Depreciation and Amortization

 

Depreciation and amortization totaled $912,000 and $877,000 for the three months ended March 31, 2016 and 2015, respectively. The increase in depreciation and amortization expense in 2016 as compared to 2015 was primarily related to increased depreciation expense on 2015 and first quarter 2016 capital expenditures.

 

Interest Expense

 

Interest expense for the three months ended March 31, 2016 and 2015 was $253,000 and $197,000, respectively. The increase in interest expense in 2016 was primarily related to the FNB revolver and the Antich promissory note, both entered into in May 2015, and the Promissory Notes issued to related parties in January 2016.

 

Income Taxes

 

The Company recorded income tax expense of $53,000 and $58,000 for the three months ended March 31, 2016 and 2015, respectively.
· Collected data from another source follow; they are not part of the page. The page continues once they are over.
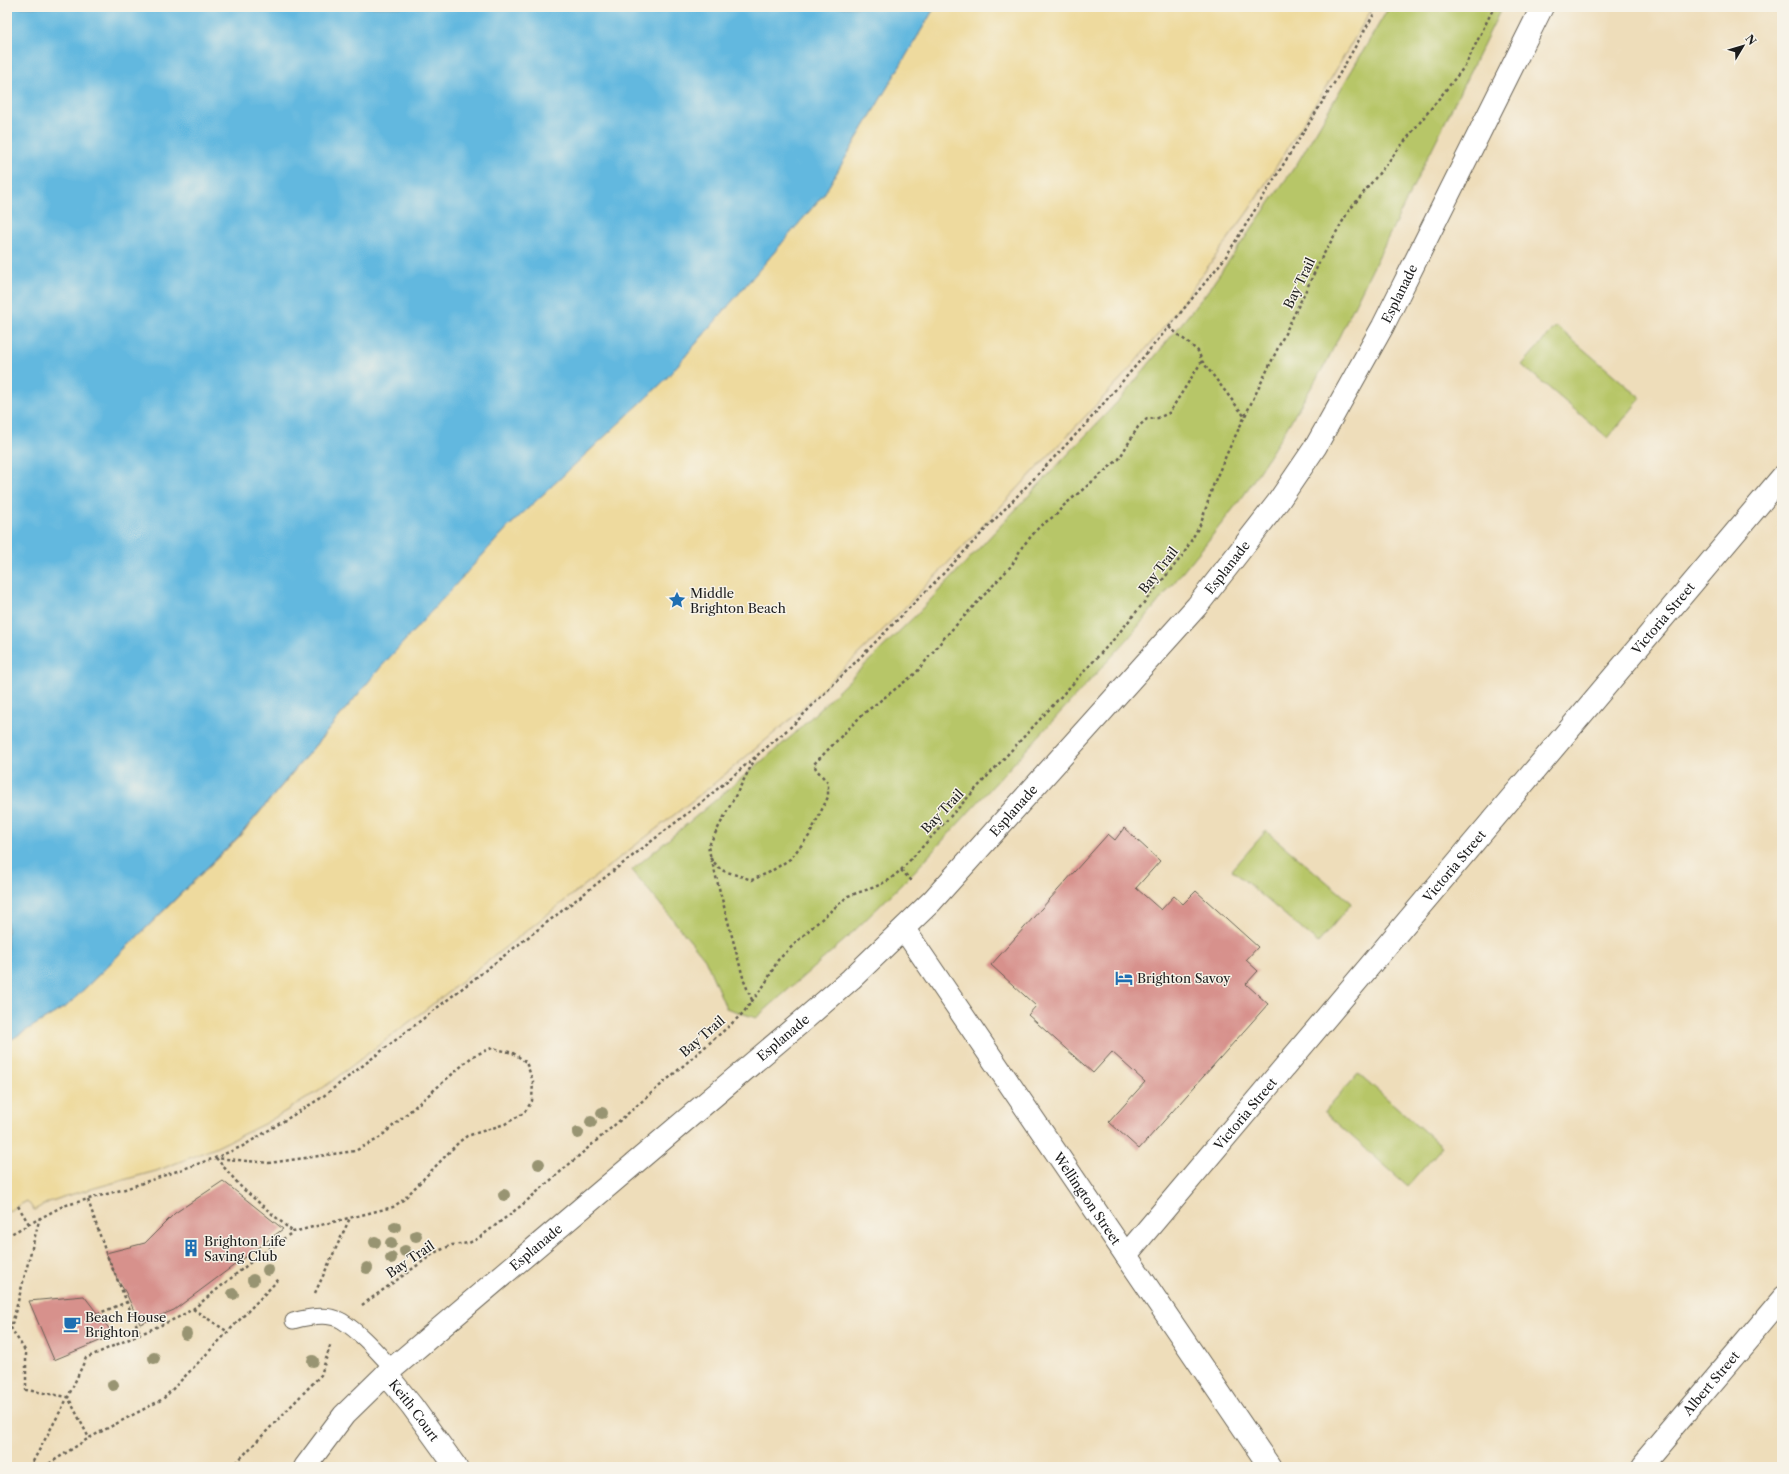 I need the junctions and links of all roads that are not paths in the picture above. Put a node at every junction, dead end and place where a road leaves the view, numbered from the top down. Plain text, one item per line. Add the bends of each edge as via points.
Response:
1 (1542, 7) edge
2 (1782, 477) edge
3 (904, 929) junction
4 (1126, 1255) junction
5 (1782, 1298) edge
6 (297, 1320) road end
7 (389, 1371) junction
8 (306, 1467) edge
9 (456, 1467) edge
10 (1270, 1467) edge
11 (1640, 1467) edge

1 - 3 street, Esplanade via 1383,326 1316,446 1278,502 1229,567 1172,635 938,896
2 - 4 street, Victoria Street
3 - 4 street, Wellington Street
3 - 7 street, Esplanade via 799,1024
4 - 10 street, Wellington Street
5 - 11 street, Albert Street
6 - 7 lane via 325,1316 341,1321 370,1345
7 - 8 street, Esplanade via 344,1415
7 - 9 street, Keith Court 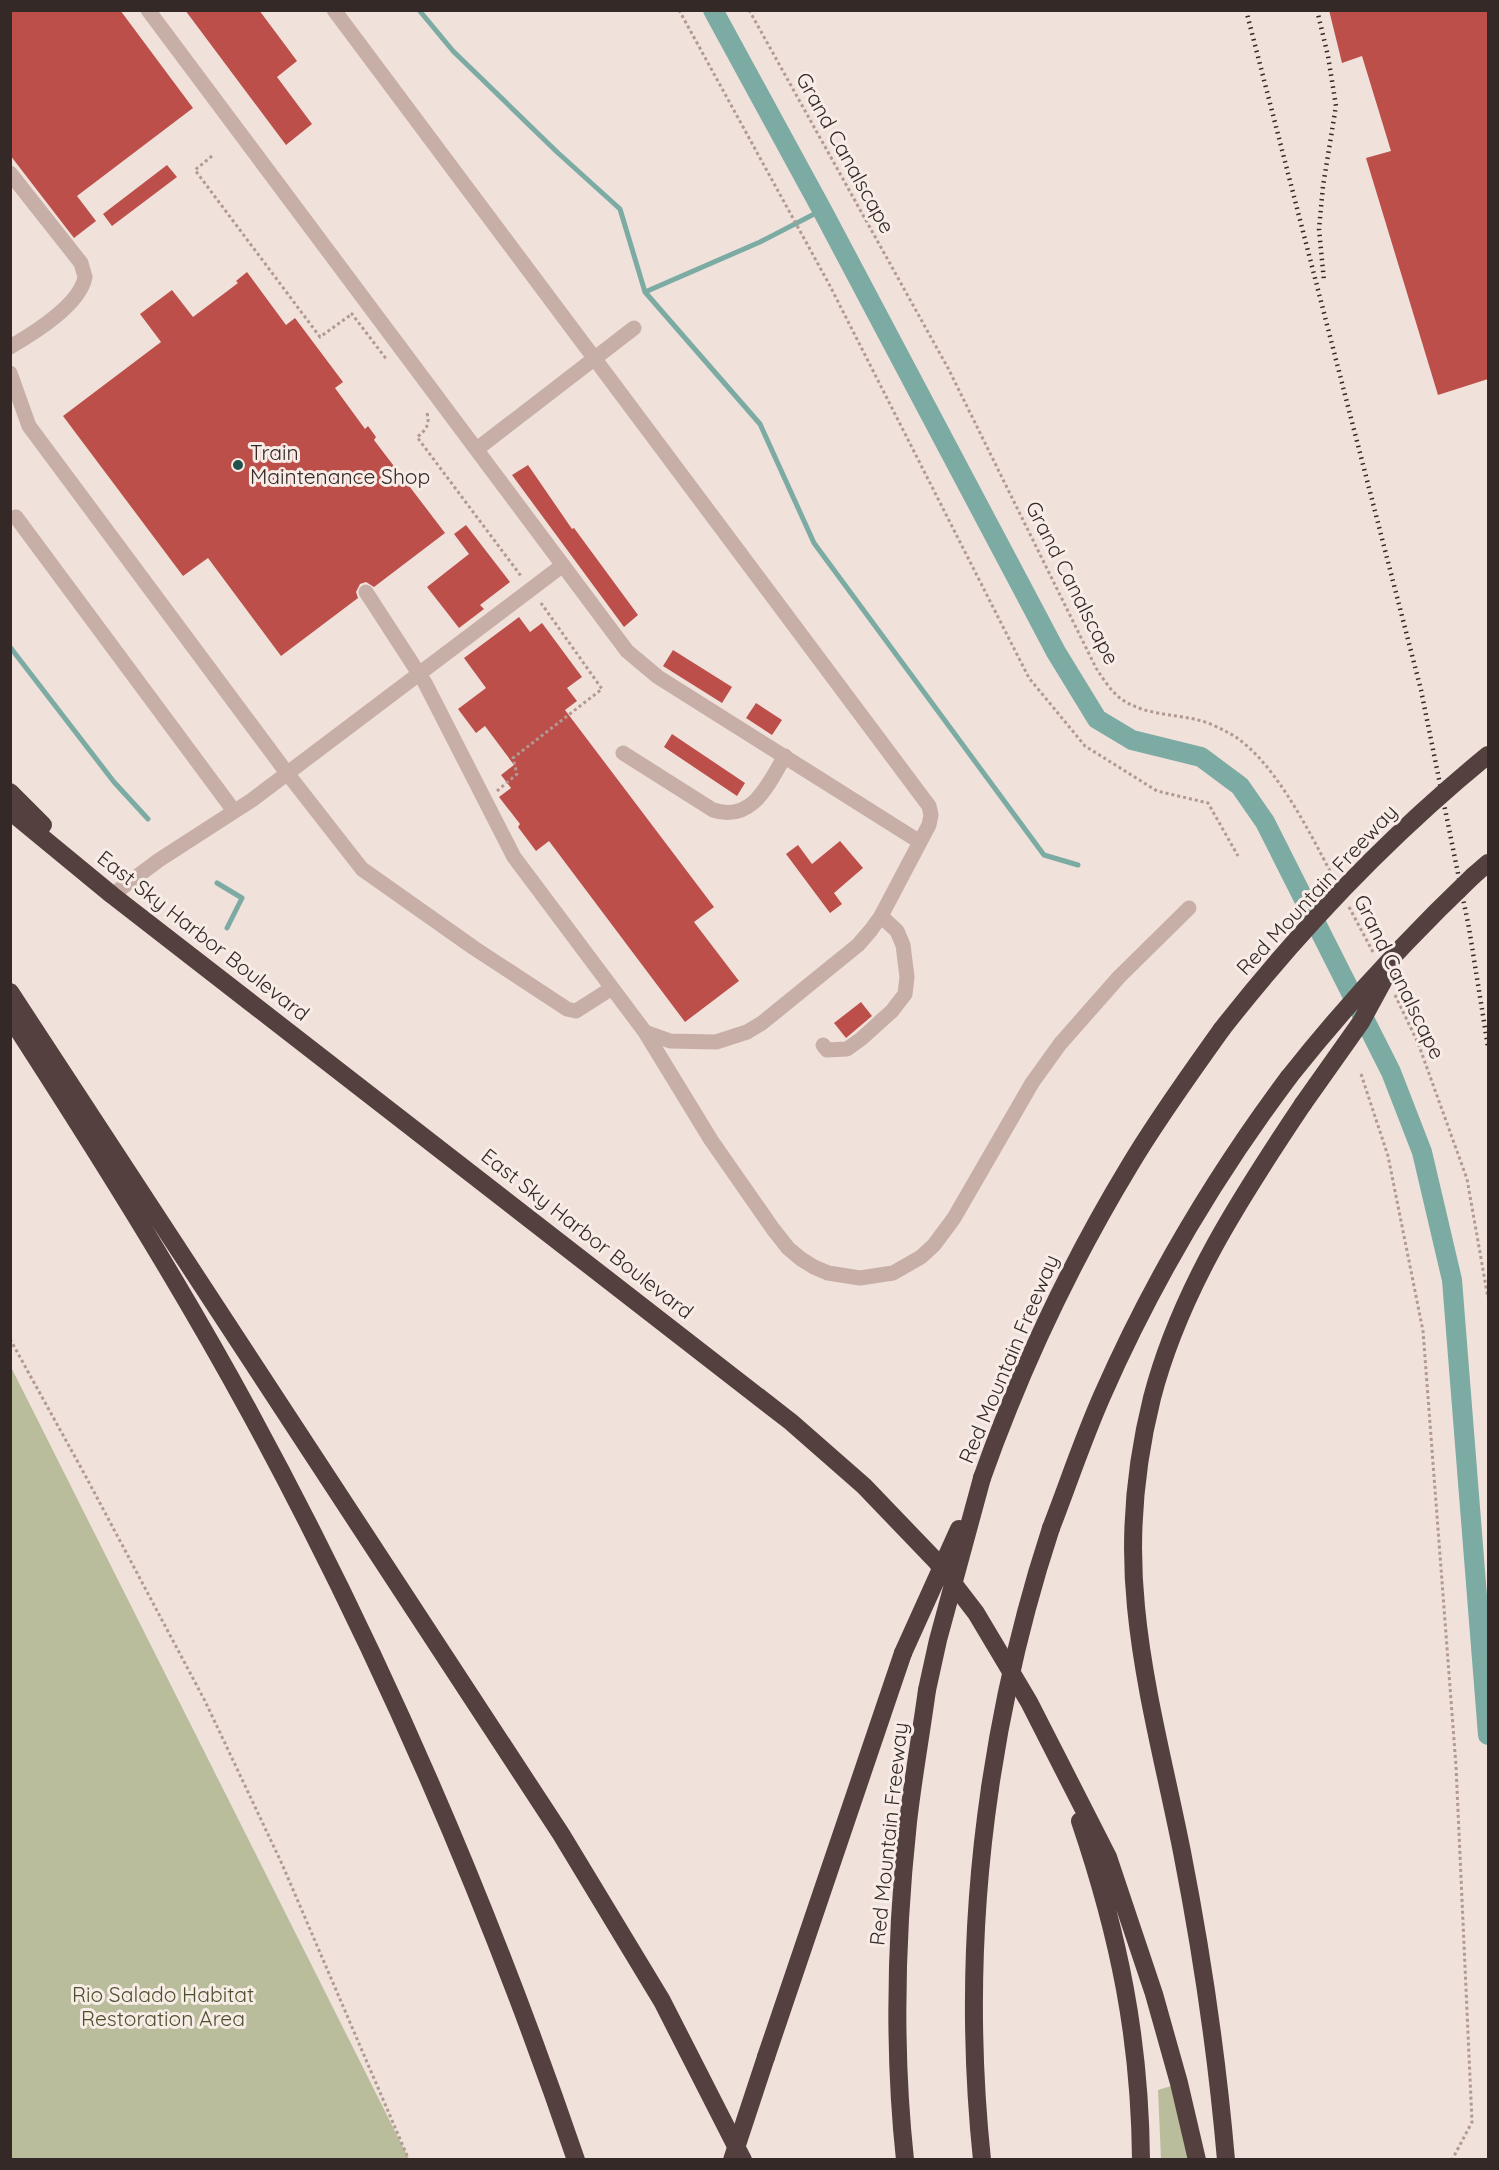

Income tax expense reflects the recording of state income taxes. The effective tax rates were approximately (5.6)% and (35.8)% for the three months ended March 31, 2016 and 2015, respectively. The effective rate differs from the federal statutory rate for each year, primarily due to state and local income taxes and changes to the valuation allowance.

 

Liquidity and Capital Resources

 

Cash and cash equivalents were $6.1 million at March 31, 2016, excluding $2.1 million of cash deposited into restricted cash accounts. Cash and cash equivalents also excludes $4.4 million of cash reserves, or the “Merrick Cash Reserve”, held by Merrick, JetPay Payment Services’ former sponsor bank, which is specifically related to the Direct Air matter. The Merrick Cash Reserve of $4.4 million at both March 31, 2016 and December 31, 2015, is recorded as non-current assets under the caption “Other Assets”. While we continue to defend the potential obligation related to the chargeback claims there can be no assurance as to the timing of the release of this cash reserve. See also Part II, Item 1. Legal Proceedings. The ratio of our total debt to total capitalization, which consists of total debt, convertible preferred stock, and stockholders’ equity, was 25% and 23% at March 31, 2016 and December 31, 2015, respectively. As of March 31, 2016, we had a working capital deficit, excluding funds held for clients and client funds obligations, of approximately $4.2 million.

 

We expect to fund our cash needs, including capital required for acquisitions, with cash flow from our operating activities, equity investments and borrowings. Additionally, we will require approximately $4.2 million to cover our interest and principal payments on our existing debt for the twelve months ending March 31, 2017, and $1.2 million of deferred consideration paid to the previous unitholders of ACI on April 10, 2016. As previously disclosed, on October 11, 2013, we were successful in selling an initial 33,333 shares of Series A Preferred to Flexpoint for an aggregate of $10 million, less certain costs, an additional 4,667 shares of Series A Preferred on April 14, 2014 for $1.4 million, 20,000 shares on November 7, 2014 for $6.0 million, and 33,333 shares on December 28, 2014 for $10.0 million. We have an agreement to potentially sell up to an additional $12.6 million of Series A Preferred to Flexpoint. Additionally, the Company sold 6,165 shares of Series A-1 Preferred to Wellington for an aggregate of $1.85 million, and it has an agreement to potentially sell an additional $850,000 of Series A-1 Preferred to Wellington. This additional $13.45 million of convertible preferred stock, if sold, will be used principally as consideration for future acquisitions. Additionally, from December 22, 2015 to January 22, 2016, the Company sold to certain accredited investors, including Bipin C. Shah, Robert B. Palmer, and Jonathan M. Lubert, an aggregate of 517,037 shares of the Company’s common stock at a purchase price of $2.70 per share for aggregate consideration of $1,396,000, prior to issuance costs. If the Company is unable to raise additional capital through additional equity investments or borrowing, it may need to limit its level of capital expenditures and future growth plans.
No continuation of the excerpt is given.